Given data:

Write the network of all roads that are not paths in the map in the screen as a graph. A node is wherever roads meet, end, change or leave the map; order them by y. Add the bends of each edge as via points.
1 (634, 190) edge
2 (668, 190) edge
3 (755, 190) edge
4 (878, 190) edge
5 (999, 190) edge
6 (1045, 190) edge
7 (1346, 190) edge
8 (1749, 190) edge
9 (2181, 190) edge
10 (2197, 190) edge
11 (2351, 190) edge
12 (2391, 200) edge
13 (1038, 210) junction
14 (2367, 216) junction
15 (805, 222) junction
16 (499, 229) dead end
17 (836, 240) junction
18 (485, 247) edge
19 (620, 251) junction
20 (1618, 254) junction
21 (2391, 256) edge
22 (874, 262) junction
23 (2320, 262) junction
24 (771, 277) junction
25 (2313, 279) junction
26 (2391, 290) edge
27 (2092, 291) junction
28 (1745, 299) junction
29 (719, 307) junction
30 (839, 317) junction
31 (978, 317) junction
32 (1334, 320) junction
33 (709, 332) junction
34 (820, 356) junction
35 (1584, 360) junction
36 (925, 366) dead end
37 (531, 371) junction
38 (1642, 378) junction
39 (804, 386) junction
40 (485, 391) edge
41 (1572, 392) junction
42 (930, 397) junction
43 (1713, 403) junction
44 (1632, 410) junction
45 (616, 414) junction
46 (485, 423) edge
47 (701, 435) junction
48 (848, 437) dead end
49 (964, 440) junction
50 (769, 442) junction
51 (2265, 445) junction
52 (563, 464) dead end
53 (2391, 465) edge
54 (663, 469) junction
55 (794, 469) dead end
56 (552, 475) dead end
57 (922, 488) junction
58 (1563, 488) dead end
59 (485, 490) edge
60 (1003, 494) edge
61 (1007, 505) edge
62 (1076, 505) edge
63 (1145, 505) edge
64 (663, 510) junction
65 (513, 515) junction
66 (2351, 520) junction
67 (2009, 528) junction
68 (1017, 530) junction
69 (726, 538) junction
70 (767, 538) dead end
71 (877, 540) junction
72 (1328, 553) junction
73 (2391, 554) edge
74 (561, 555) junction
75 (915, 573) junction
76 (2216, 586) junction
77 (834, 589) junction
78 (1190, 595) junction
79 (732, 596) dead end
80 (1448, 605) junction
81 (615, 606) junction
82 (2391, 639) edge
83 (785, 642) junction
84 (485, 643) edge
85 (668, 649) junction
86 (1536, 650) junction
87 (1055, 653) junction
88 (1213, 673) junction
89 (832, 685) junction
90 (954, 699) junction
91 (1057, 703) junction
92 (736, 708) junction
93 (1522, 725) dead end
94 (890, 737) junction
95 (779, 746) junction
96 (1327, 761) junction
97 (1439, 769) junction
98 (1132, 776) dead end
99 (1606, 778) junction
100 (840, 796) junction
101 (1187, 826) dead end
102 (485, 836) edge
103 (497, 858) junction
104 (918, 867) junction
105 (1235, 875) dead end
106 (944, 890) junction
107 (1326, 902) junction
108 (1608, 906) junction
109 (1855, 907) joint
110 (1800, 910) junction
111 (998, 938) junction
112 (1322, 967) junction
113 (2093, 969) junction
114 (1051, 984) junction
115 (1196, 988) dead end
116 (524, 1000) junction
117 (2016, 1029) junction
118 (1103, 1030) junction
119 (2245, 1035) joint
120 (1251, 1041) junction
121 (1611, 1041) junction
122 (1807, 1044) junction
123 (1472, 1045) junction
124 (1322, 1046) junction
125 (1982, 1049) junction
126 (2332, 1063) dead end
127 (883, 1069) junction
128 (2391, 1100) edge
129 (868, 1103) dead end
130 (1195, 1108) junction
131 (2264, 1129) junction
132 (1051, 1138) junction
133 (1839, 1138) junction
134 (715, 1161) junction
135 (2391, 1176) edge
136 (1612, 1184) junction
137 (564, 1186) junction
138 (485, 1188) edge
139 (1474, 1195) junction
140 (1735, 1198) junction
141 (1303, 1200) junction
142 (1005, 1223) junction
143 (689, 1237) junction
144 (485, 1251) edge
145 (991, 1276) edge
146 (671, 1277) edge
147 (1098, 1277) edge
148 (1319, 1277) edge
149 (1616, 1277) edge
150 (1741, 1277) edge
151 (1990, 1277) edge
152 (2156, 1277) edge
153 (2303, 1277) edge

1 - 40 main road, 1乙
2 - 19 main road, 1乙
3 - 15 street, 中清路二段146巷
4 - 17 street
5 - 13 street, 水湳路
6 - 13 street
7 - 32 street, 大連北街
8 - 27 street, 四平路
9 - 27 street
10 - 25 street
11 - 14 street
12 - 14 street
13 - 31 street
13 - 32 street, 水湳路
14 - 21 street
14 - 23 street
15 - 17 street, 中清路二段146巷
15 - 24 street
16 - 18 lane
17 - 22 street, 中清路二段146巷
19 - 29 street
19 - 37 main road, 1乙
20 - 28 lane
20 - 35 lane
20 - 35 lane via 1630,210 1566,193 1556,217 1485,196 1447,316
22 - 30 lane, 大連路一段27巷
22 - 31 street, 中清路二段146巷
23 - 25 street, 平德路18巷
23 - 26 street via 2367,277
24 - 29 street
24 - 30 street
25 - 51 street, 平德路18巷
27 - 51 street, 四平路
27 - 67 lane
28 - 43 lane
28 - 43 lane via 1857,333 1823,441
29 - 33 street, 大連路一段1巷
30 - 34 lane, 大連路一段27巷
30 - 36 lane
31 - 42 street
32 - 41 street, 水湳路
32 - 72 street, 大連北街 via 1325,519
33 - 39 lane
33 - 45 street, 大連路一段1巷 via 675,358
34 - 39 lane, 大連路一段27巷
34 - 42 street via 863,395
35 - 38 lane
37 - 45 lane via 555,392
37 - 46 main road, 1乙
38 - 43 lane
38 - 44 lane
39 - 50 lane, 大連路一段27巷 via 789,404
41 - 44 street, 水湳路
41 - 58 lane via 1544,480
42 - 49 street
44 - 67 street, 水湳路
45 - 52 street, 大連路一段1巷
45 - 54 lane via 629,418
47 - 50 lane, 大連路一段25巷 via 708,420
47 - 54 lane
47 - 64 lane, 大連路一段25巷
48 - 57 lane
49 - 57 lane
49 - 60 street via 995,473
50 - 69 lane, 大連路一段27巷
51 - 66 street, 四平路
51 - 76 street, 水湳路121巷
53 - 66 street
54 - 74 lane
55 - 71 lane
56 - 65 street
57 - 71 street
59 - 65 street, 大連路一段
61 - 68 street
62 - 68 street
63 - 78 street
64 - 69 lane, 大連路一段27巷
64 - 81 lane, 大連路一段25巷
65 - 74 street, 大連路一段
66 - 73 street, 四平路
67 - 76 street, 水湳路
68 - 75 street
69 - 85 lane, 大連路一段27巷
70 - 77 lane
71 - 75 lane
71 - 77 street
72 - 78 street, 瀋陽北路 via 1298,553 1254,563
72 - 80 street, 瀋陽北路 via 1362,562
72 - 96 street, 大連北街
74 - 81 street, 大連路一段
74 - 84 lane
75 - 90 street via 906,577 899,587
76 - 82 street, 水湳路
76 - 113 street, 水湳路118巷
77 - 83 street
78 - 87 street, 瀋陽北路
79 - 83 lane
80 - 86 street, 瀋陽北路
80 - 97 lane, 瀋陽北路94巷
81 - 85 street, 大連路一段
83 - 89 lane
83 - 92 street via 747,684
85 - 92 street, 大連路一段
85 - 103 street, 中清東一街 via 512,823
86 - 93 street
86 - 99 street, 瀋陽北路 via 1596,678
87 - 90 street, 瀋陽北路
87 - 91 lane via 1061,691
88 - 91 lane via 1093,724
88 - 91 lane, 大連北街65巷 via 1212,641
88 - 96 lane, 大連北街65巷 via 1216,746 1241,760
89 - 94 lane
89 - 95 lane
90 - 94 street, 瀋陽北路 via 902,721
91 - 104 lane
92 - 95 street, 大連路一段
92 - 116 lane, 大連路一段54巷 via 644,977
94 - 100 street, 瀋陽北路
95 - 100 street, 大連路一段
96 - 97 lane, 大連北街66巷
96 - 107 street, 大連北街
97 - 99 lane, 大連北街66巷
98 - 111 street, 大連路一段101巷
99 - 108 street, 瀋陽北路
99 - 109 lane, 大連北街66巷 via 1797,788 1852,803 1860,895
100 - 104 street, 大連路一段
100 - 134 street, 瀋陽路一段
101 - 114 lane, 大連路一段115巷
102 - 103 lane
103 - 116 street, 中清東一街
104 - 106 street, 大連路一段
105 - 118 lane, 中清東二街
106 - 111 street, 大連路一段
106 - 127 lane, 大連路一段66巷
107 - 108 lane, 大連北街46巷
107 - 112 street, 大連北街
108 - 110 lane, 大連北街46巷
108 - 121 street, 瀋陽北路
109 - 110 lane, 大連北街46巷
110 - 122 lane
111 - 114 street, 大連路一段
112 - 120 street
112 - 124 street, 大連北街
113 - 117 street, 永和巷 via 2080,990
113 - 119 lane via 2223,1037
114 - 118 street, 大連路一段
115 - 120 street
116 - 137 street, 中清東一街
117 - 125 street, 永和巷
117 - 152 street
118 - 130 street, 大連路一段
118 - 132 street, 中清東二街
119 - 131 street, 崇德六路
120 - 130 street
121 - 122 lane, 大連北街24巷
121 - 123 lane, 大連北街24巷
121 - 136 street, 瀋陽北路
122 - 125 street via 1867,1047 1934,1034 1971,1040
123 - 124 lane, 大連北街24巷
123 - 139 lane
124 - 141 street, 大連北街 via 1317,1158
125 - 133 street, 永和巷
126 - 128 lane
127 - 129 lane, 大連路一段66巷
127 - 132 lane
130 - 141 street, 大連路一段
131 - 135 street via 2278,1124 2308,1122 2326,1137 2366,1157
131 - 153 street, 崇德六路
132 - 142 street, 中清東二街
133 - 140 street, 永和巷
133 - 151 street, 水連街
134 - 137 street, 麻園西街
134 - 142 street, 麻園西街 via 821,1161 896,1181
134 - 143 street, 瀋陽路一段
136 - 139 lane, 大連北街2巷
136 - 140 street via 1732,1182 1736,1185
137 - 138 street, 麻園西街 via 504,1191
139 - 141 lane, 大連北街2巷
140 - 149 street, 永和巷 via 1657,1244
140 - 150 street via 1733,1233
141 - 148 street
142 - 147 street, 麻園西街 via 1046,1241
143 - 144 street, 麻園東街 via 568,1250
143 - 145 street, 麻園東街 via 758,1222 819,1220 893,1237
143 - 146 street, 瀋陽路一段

Task details: How many lines of these records include the word "崇德六路"? Only the number should be written.

Final answer: 2